The records
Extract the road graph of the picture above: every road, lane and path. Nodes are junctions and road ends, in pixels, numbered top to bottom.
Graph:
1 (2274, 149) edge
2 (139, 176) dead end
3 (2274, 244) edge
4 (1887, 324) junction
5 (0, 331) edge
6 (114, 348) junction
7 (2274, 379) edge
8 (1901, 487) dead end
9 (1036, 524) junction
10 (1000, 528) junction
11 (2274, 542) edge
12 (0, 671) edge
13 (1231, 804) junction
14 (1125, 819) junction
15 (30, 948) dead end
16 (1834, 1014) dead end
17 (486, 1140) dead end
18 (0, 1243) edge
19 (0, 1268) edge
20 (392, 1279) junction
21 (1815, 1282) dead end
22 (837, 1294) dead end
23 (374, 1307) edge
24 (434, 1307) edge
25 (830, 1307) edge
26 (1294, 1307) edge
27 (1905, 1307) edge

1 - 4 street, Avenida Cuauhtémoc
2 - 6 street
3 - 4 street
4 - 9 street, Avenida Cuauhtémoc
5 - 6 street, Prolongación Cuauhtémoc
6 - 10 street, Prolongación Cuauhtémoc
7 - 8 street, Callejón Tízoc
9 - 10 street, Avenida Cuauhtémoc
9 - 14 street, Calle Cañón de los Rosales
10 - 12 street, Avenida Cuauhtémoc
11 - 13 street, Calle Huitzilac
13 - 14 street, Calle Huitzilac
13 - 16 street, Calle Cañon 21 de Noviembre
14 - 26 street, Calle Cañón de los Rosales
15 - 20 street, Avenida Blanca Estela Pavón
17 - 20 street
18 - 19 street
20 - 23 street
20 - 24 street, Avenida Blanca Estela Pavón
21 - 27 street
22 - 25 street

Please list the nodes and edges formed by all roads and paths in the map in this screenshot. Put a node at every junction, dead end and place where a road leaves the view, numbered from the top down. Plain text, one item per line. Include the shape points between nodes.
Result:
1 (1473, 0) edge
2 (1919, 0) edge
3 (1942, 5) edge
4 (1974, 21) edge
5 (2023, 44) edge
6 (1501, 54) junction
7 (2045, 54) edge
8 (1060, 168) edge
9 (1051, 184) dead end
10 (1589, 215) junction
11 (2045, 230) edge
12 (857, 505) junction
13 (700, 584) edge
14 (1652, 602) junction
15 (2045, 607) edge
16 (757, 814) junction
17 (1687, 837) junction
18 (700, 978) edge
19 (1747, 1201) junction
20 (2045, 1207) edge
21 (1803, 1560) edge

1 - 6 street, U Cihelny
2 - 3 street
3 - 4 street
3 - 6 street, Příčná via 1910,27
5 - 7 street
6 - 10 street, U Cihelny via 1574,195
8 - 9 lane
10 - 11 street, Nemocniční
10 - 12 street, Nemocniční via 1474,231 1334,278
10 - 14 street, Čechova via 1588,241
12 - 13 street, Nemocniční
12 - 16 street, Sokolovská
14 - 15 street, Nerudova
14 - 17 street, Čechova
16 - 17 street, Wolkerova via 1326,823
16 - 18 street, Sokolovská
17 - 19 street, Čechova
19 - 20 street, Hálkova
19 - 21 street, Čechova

Exercise prompt
Restate the data exactly, keeping every line intact.

Problem solution
Extract the road graph of the picture above: every road, lane and path. Nodes are junctions and road ends, in pixels, numbered top to bottom.
Graph:
1 (2274, 149) edge
2 (139, 176) dead end
3 (2274, 244) edge
4 (1887, 324) junction
5 (0, 331) edge
6 (114, 348) junction
7 (2274, 379) edge
8 (1901, 487) dead end
9 (1036, 524) junction
10 (1000, 528) junction
11 (2274, 542) edge
12 (0, 671) edge
13 (1231, 804) junction
14 (1125, 819) junction
15 (30, 948) dead end
16 (1834, 1014) dead end
17 (486, 1140) dead end
18 (0, 1243) edge
19 (0, 1268) edge
20 (392, 1279) junction
21 (1815, 1282) dead end
22 (837, 1294) dead end
23 (374, 1307) edge
24 (434, 1307) edge
25 (830, 1307) edge
26 (1294, 1307) edge
27 (1905, 1307) edge

1 - 4 street, Avenida Cuauhtémoc
2 - 6 street
3 - 4 street
4 - 9 street, Avenida Cuauhtémoc
5 - 6 street, Prolongación Cuauhtémoc
6 - 10 street, Prolongación Cuauhtémoc
7 - 8 street, Callejón Tízoc
9 - 10 street, Avenida Cuauhtémoc
9 - 14 street, Calle Cañón de los Rosales
10 - 12 street, Avenida Cuauhtémoc
11 - 13 street, Calle Huitzilac
13 - 14 street, Calle Huitzilac
13 - 16 street, Calle Cañon 21 de Noviembre
14 - 26 street, Calle Cañón de los Rosales
15 - 20 street, Avenida Blanca Estela Pavón
17 - 20 street
18 - 19 street
20 - 23 street
20 - 24 street, Avenida Blanca Estela Pavón
21 - 27 street
22 - 25 street

Please list the nodes and edges formed by all roads and paths in the map in this screenshot. Put a node at every junction, dead end and place where a road leaves the view, numbered from the top down. Plain text, one item per line. Include the shape points between nodes.
Result:
1 (1473, 0) edge
2 (1919, 0) edge
3 (1942, 5) edge
4 (1974, 21) edge
5 (2023, 44) edge
6 (1501, 54) junction
7 (2045, 54) edge
8 (1060, 168) edge
9 (1051, 184) dead end
10 (1589, 215) junction
11 (2045, 230) edge
12 (857, 505) junction
13 (700, 584) edge
14 (1652, 602) junction
15 (2045, 607) edge
16 (757, 814) junction
17 (1687, 837) junction
18 (700, 978) edge
19 (1747, 1201) junction
20 (2045, 1207) edge
21 (1803, 1560) edge

1 - 6 street, U Cihelny
2 - 3 street
3 - 4 street
3 - 6 street, Příčná via 1910,27
5 - 7 street
6 - 10 street, U Cihelny via 1574,195
8 - 9 lane
10 - 11 street, Nemocniční
10 - 12 street, Nemocniční via 1474,231 1334,278
10 - 14 street, Čechova via 1588,241
12 - 13 street, Nemocniční
12 - 16 street, Sokolovská
14 - 15 street, Nerudova
14 - 17 street, Čechova
16 - 17 street, Wolkerova via 1326,823
16 - 18 street, Sokolovská
17 - 19 street, Čechova
19 - 20 street, Hálkova
19 - 21 street, Čechova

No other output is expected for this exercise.